Rilmenidine is orally administered, widely prescribed for high blood pressure, and generally associated with rare, mostly mild side effects (reported effects include palpitations, insomnia and drowsiness in some patients). Because it is an approved medication with an established safety profile in hypertensive patients, rilmenidine is an attractive candidate for repurposing.

However, results in worms and mice do not guarantee the same outcomes in humans. Translating longevity findings from invertebrates and rodents to people is challenging; human clinical trials (ideally randomized controlled trials) are required to evaluate efficacy, dosing and long-term safety for non-hypertensive uses.

Common Blood-Pressure Drug Rilmenidine Extends Lifespan and Slows Ageing in Animal Studies
Rilmenidine is normally used to treat high blood pressure. (Prostock-studio/Canva)

Related Observational Evidence

The report places rilmenidine in a broader context of drug repurposing for ageing. For example, observational research in the US and Germany suggested metformin — a common diabetes drug — was associated with a lower risk of death before age 90 among a group of postmenopausal women.
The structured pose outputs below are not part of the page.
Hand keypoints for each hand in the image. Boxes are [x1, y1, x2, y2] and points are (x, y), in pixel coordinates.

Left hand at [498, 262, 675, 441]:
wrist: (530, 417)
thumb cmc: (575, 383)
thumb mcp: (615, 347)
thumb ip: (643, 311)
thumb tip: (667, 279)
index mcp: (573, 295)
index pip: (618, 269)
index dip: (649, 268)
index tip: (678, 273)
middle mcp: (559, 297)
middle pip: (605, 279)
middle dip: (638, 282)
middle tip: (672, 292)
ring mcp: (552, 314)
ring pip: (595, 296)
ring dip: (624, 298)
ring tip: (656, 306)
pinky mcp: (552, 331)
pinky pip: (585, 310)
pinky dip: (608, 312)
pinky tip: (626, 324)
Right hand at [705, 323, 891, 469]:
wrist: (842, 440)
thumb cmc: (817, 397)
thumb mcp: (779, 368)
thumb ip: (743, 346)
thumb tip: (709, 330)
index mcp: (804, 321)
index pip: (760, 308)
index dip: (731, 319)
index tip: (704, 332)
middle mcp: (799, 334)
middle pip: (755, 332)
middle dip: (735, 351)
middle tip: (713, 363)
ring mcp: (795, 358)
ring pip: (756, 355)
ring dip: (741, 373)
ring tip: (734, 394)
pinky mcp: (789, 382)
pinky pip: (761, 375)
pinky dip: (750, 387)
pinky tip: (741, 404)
That analysis used 438 records (roughly half on metformin, half on a sulfonylurea) and found an estimated 30% lower risk of dying before 90 in the metformin group. Because it was observational (not randomized), the study cannot prove cause and effect.

Takeaway and Next Steps

While rilmenidine’s effects on lifespan and cellular ageing in animals are promising, rigorous clinical research is needed to determine whether these benefits translate to humans and whether long-term use for ageing-related indications is safe and effective. Researchers plan further preclinical work and ultimately clinical trials to evaluate potential therapeutic applications.

Publication: The animal study was published in the journal Aging Cell. An earlier version of the article appeared in January 2023.